*** Opening DATA FOR THIS TASK ***
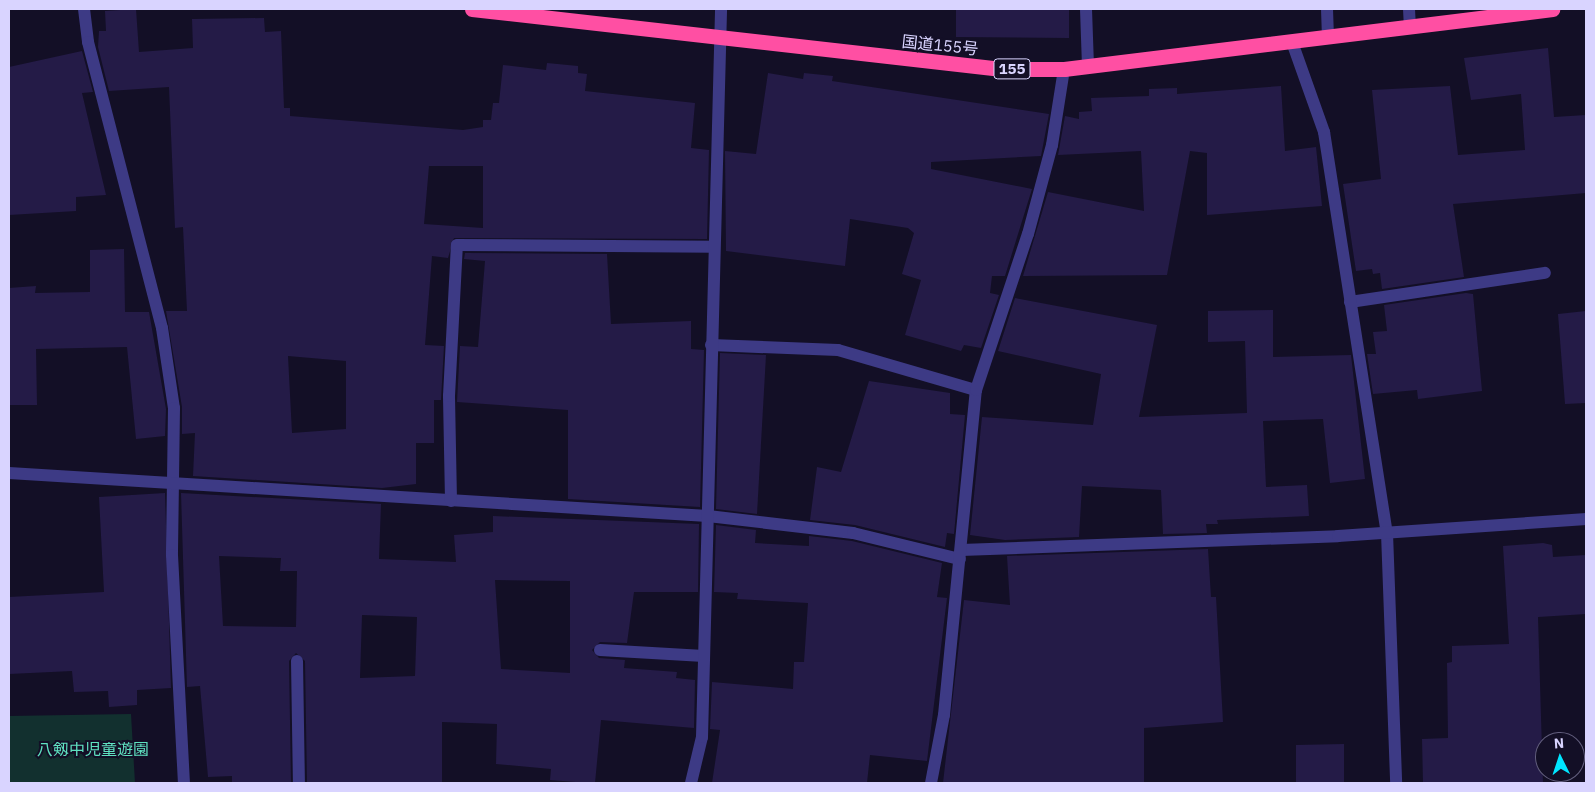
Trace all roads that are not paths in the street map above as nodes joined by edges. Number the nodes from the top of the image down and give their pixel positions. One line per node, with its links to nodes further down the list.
1 (84, 9): 20 (street)
2 (472, 9): 10 (highway, 国道155号 / 155)
3 (721, 9): 10 (street)
4 (1086, 9): 12 (street)
5 (1327, 9): 9 (street)
6 (1409, 9): 8 (street)
7 (1552, 9): 8 (highway, 国道155号 / 155)
8 (1410, 27): 9 (highway, 国道155号 / 155)
9 (1328, 37): 11 (highway, 国道155号 / 155)
10 (720, 40): 13 (highway, 国道155号 / 155); 14 (street)
11 (1292, 42): 12 (highway, 国道155号 / 155); 16 (street)
12 (1088, 66): 13 (highway, 国道155号 / 155)
13 (1064, 69): 18 (street)
14 (714, 248): 17 (street); 21 (street)
15 (1545, 273): 16 (street)
16 (1350, 302): 24 (street)
17 (712, 345): 18 (street); 22 (street)
18 (976, 390): 25 (street)
19 (9, 473): 20 (street)
20 (173, 484): 21 (street); 29 (street)
21 (451, 501): 22 (street)
22 (708, 516): 25 (street); 27 (street)
23 (1586, 519): 24 (street)
24 (1387, 533): 25 (street); 33 (street)
25 (960, 554): 32 (street)
26 (600, 650): 27 (street)
27 (704, 656): 31 (street)
28 (297, 661): 30 (street)
29 (184, 783)
30 (299, 783)
31 (691, 783)
32 (931, 783)
33 (1396, 783)

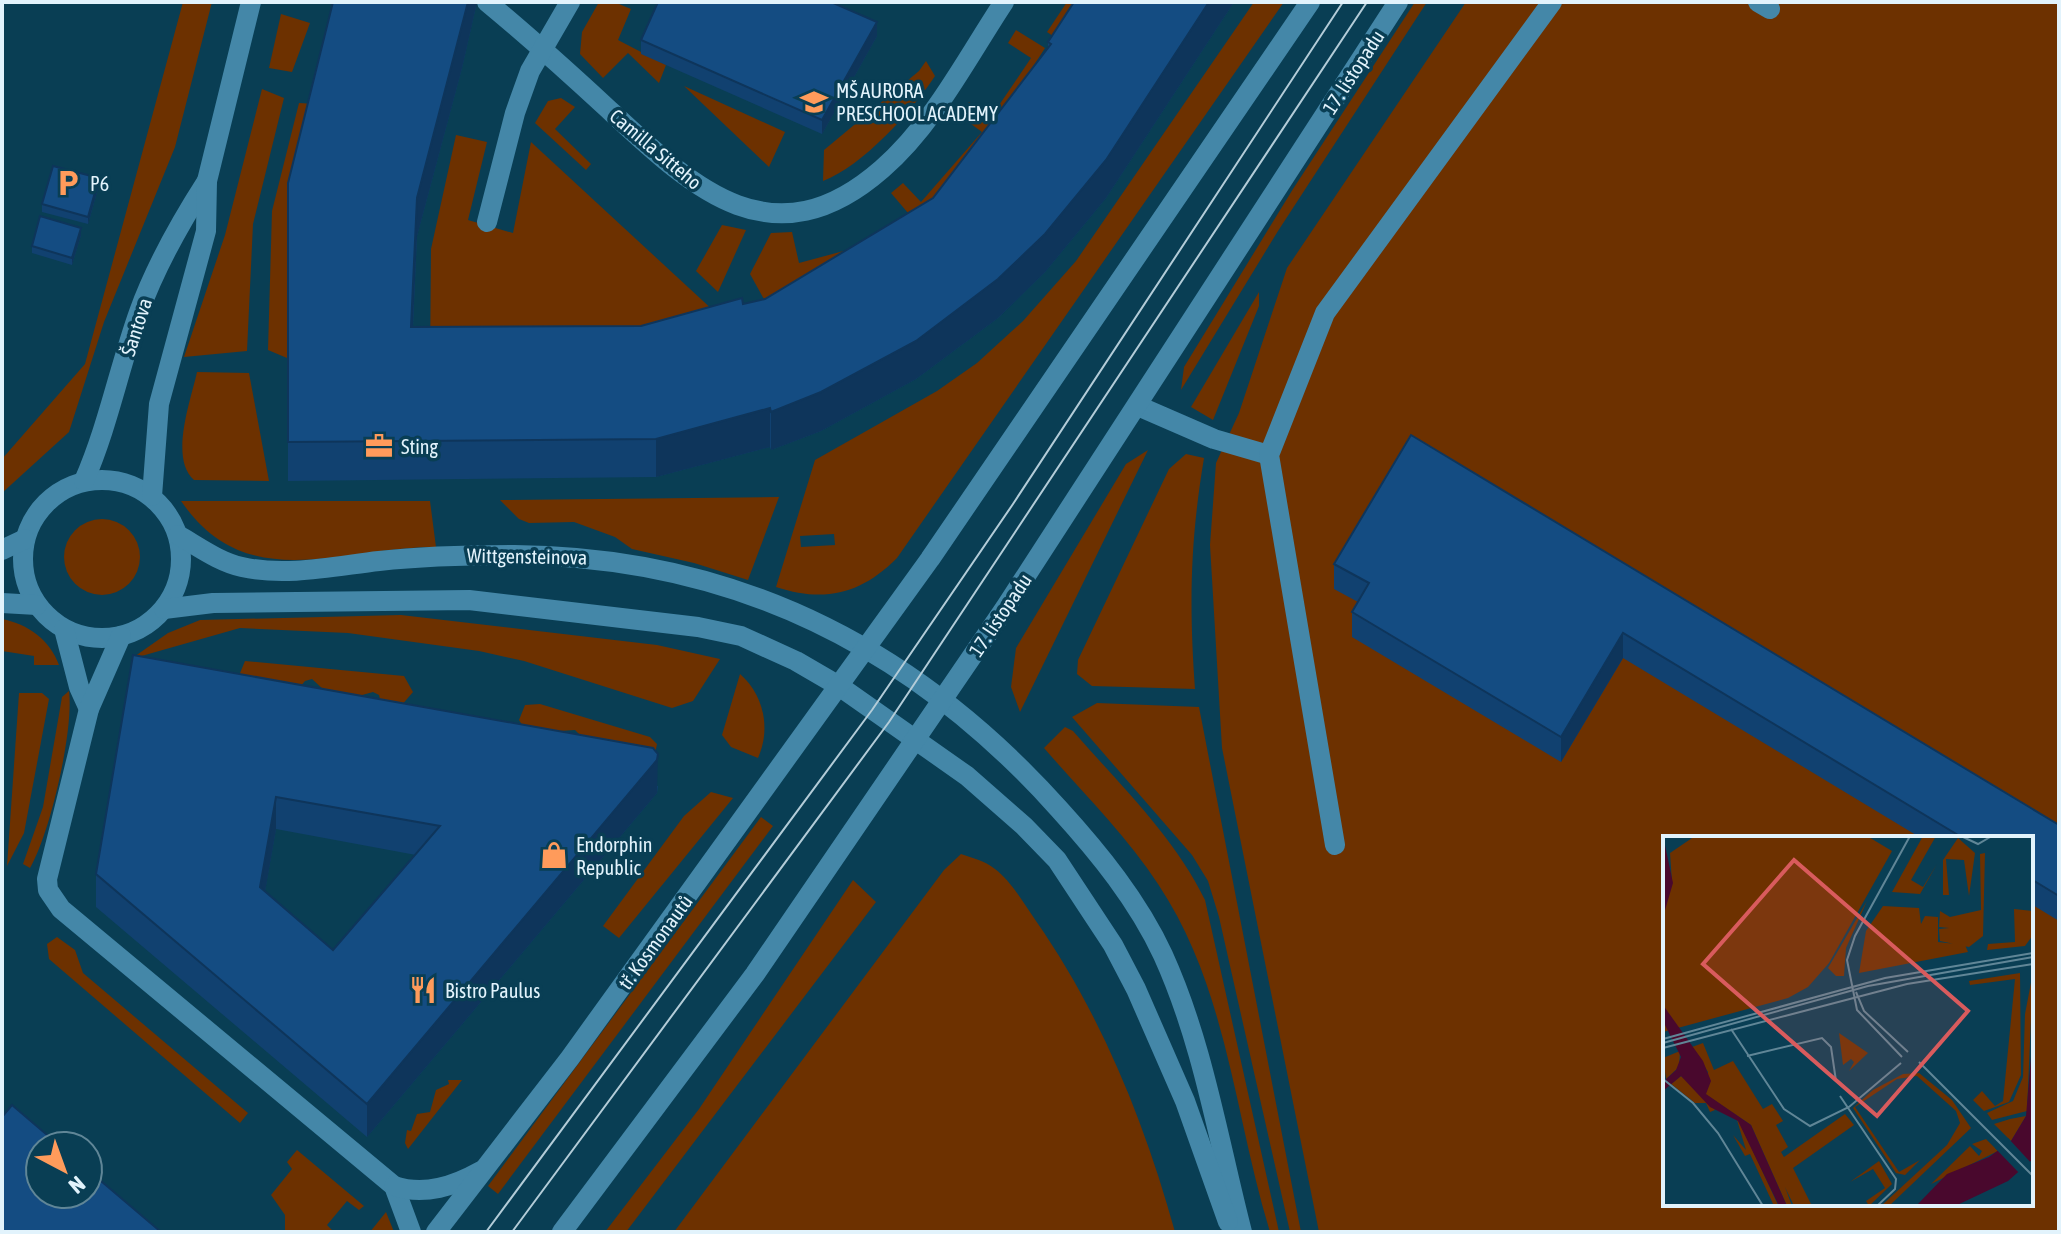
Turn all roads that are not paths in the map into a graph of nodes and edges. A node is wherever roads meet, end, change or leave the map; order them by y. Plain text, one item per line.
*** Closing DATA FOR THIS TASK ***
ABOUT THIS EXERCISE ▸ Skipping every picture, reproduce the records word for word.

REPLY TO THE TASK ▸
Trace all roads that are not paths in the street map above as nodes joined by edges. Number the nodes from the top of the image down and give their pixel positions. One line per node, with its links to nodes further down the list.
1 (84, 9): 20 (street)
2 (472, 9): 10 (highway, 国道155号 / 155)
3 (721, 9): 10 (street)
4 (1086, 9): 12 (street)
5 (1327, 9): 9 (street)
6 (1409, 9): 8 (street)
7 (1552, 9): 8 (highway, 国道155号 / 155)
8 (1410, 27): 9 (highway, 国道155号 / 155)
9 (1328, 37): 11 (highway, 国道155号 / 155)
10 (720, 40): 13 (highway, 国道155号 / 155); 14 (street)
11 (1292, 42): 12 (highway, 国道155号 / 155); 16 (street)
12 (1088, 66): 13 (highway, 国道155号 / 155)
13 (1064, 69): 18 (street)
14 (714, 248): 17 (street); 21 (street)
15 (1545, 273): 16 (street)
16 (1350, 302): 24 (street)
17 (712, 345): 18 (street); 22 (street)
18 (976, 390): 25 (street)
19 (9, 473): 20 (street)
20 (173, 484): 21 (street); 29 (street)
21 (451, 501): 22 (street)
22 (708, 516): 25 (street); 27 (street)
23 (1586, 519): 24 (street)
24 (1387, 533): 25 (street); 33 (street)
25 (960, 554): 32 (street)
26 (600, 650): 27 (street)
27 (704, 656): 31 (street)
28 (297, 661): 30 (street)
29 (184, 783)
30 (299, 783)
31 (691, 783)
32 (931, 783)
33 (1396, 783)

Turn all roads that are not paths in the map into a graph of nodes and edges. A node is wherever roads meet, end, change or leave the map; order them by y. Plain text, one item per line.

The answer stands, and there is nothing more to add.